How Tariffs Affect the Jewelry Industry

As you probably know by now, at CRD we make all our jewelry here in the United States. Each of our manufacturing partners – from casting to jewelry work to setting and polish – is located in Manhattan, in the Diamond District.
Yet, we are not exempt from the consequences of what the media calls the “trade war:” the temporary and permanent changes proposed, considered, and executed regarding tariffs. In other words, this involves a 10% or more upcharge on all imported goods (depending on where they come from). Nothing in the world is made in a vacuum. Gold, gemstones but also tools and supplies for the trade travel around the world in various states before you can hold the result in your hands. And as they travel internationally, they will pick up price increases along the way in the form of taxes, duties or tariffs. The article here goes into greater depth on this.
Consider gold. While the United States has domestic supplies of gold (for instance, in Nevada), some of its gold is imported from Canada (as well as South Africa and Mexico among others). The United States also refines much of its gold, but 70% of the world’s gold is actually refined in Switzerland (and the US has to import 25% of the refined gold it needs from there). Before it turns into your favorite jewelry item, therefore, gold may have already traveled around the world, i.e. from Canada to Switzerland to the U.S.
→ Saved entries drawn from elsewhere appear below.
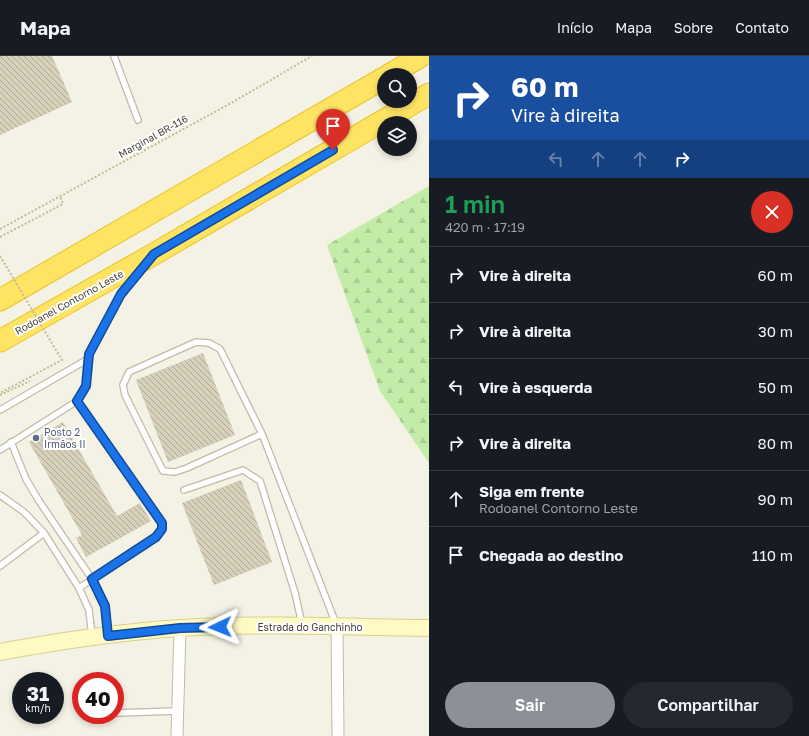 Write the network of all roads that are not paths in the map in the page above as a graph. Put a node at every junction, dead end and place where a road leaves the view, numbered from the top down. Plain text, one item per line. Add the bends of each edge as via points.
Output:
1 (114, 56) edge
2 (421, 56) edge
3 (401, 68) edge
4 (377, 82) edge
5 (429, 94) edge
6 (138, 120) dead end
7 (154, 254) junction
8 (0, 300) edge
9 (0, 341) edge
10 (88, 359) junction
11 (77, 401) junction
12 (0, 410) edge
13 (262, 434) junction
14 (11, 442) junction
15 (0, 450) edge
16 (184, 490) dead end
17 (0, 495) edge
18 (44, 533) junction
19 (0, 566) edge
20 (92, 579) junction
21 (79, 588) junction
22 (302, 626) junction
23 (337, 626) junction
24 (180, 628) junction
25 (429, 628) edge
26 (100, 637) junction
27 (0, 652) edge
28 (177, 711) junction
29 (124, 713) edge
30 (177, 736) edge
31 (338, 736) edge

1 - 6 lane
2 - 3 highway
4 - 8 highway
5 - 7 highway, Rodoanel Contorno Leste
7 - 9 highway, Rodoanel Contorno Leste
7 - 10 lane via 121,294
10 - 11 lane via 86,386
10 - 12 lane
11 - 14 lane
11 - 20 lane via 162,523 162,529 156,537
13 - 13 lane via 187,468 175,472 163,471 125,395 123,385 129,372 196,342 209,343 220,349
13 - 23 lane
14 - 15 lane
14 - 20 lane via 26,479 39,501
16 - 22 lane via 243,470 260,482 295,593
17 - 18 lane via 24,512
18 - 19 lane
18 - 21 lane
20 - 21 lane
20 - 26 lane via 105,606
21 - 26 lane
22 - 23 street, Estrada do Ganchinho
22 - 24 street, Estrada do Ganchinho
23 - 25 street, Estrada do Ganchinho
23 - 31 street
24 - 26 street, Estrada do Ganchinho
24 - 28 street
26 - 27 street, Estrada do Ganchinho
28 - 29 lane
28 - 30 street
Platinum is also mostly imported as the US has almost no domestic platinum mining. The world’s largest platinum producer is South Africa, the rest is imported from various other countries.
Even for those of us who make and use our own castings, our pieces of jewelry are not entirely made here. This is because not all of the parts that go into a piece of jewelry are actually cast. Bails, posts for earrings, earring backs, jump rings and wire are examples of findings that almost any jeweler uses and which are generally not cast but bought pre-manufactured. Parts can be manufactured in Jaipur, Hong Kong, Bangkok, before they are shipped to wholesalers in the United States. Some large wholesalers manufacture here, many do not. Like most other jewelers, we do not necessarily know where exactly an earring post was made. This means that a gold bail may have started in Canada as gold, becomes refined in Switzerland, is made into wire or a post in Bangkok, and then comes to the United States (or somewhere else) for assembly.
Another important type of jewelry supply that we rarely consider are the chemicals needed in jewelry work such as pickle, rhodium, and other acids used to clean jewelry after soldering. These are in addition to the tools we use: polishing equipment and wheels, sieves, tweezers and loupes and scales, casting materials, and even packaging. Our packaging comes from Rio Grande and Westpack for instance. Westpack is located in Denmark. High quality loupes and tweezers are made in Switzerland, the lower quality tools usually come from China.
3D printers, another modern jewelry staple, are made in China, the Netherlands and the US, among others places. Rhodium, used to plate white gold, meanwhile, is 80% South African, and secondarily Russian. None of it comes from the United States, but it is used in just about every piece of white gold jewelry sold here.
And of course, last but not least, most gemstones these days do not come from the United States (and even less so from Europe). Mining in the US is (a) subject to a number of environmental restrictions, and (b) expensive in terms of equipment and labor. Many areas are also mined out, or the yield is too small to be considered worth the labor costs of mining it.
This is why we now source pretty much 100% of colored gemstones from South America, Africa and Asia (diamonds are also 100% imported – there's no diamond mining and hardly any diamond cutting in the US).
Some countries export the gemstone rough directly, others, notably Sri Lanka, cuts all gems within the country. Other major cutting centers are Bangkok and Jaipur (India cuts 90% of the world's diamonds for instance), and for more commercial cutting like cheaper beads, materials get shipped to Hong Kong for processing. Gemstones and diamonds can easily take a trip around the world before they find their permanent home with a private jewelry buyer.
If you think about it, therefore, there’s no such thing as a piece of jewelry that is truly made in the USA. The supplies and parts needed for it not only come from all over the world, they also travel the world in various iterations before they arrive here in the form in which they may become part of a piece of jewelry or be part of the manufacturing process.
Can this be changed? The answer is a qualified yes. In principle, anything can be made anywhere, including all of its parts. The qualifier is the cost. Manufacturing companies usually look for cheapest and most effective ways of making their product. This is how free international trade started in the first place. You make this, I make that, and then we trade so each of us gets their thing for a little less – to put it in a pedestrian way. But if the trading itself has a price to it, it will raise some prices. And with regard to some items, such as rhodium and platinum, the price increases are permanent as some raw materials simply cannot be found in the country in which they are needed or used.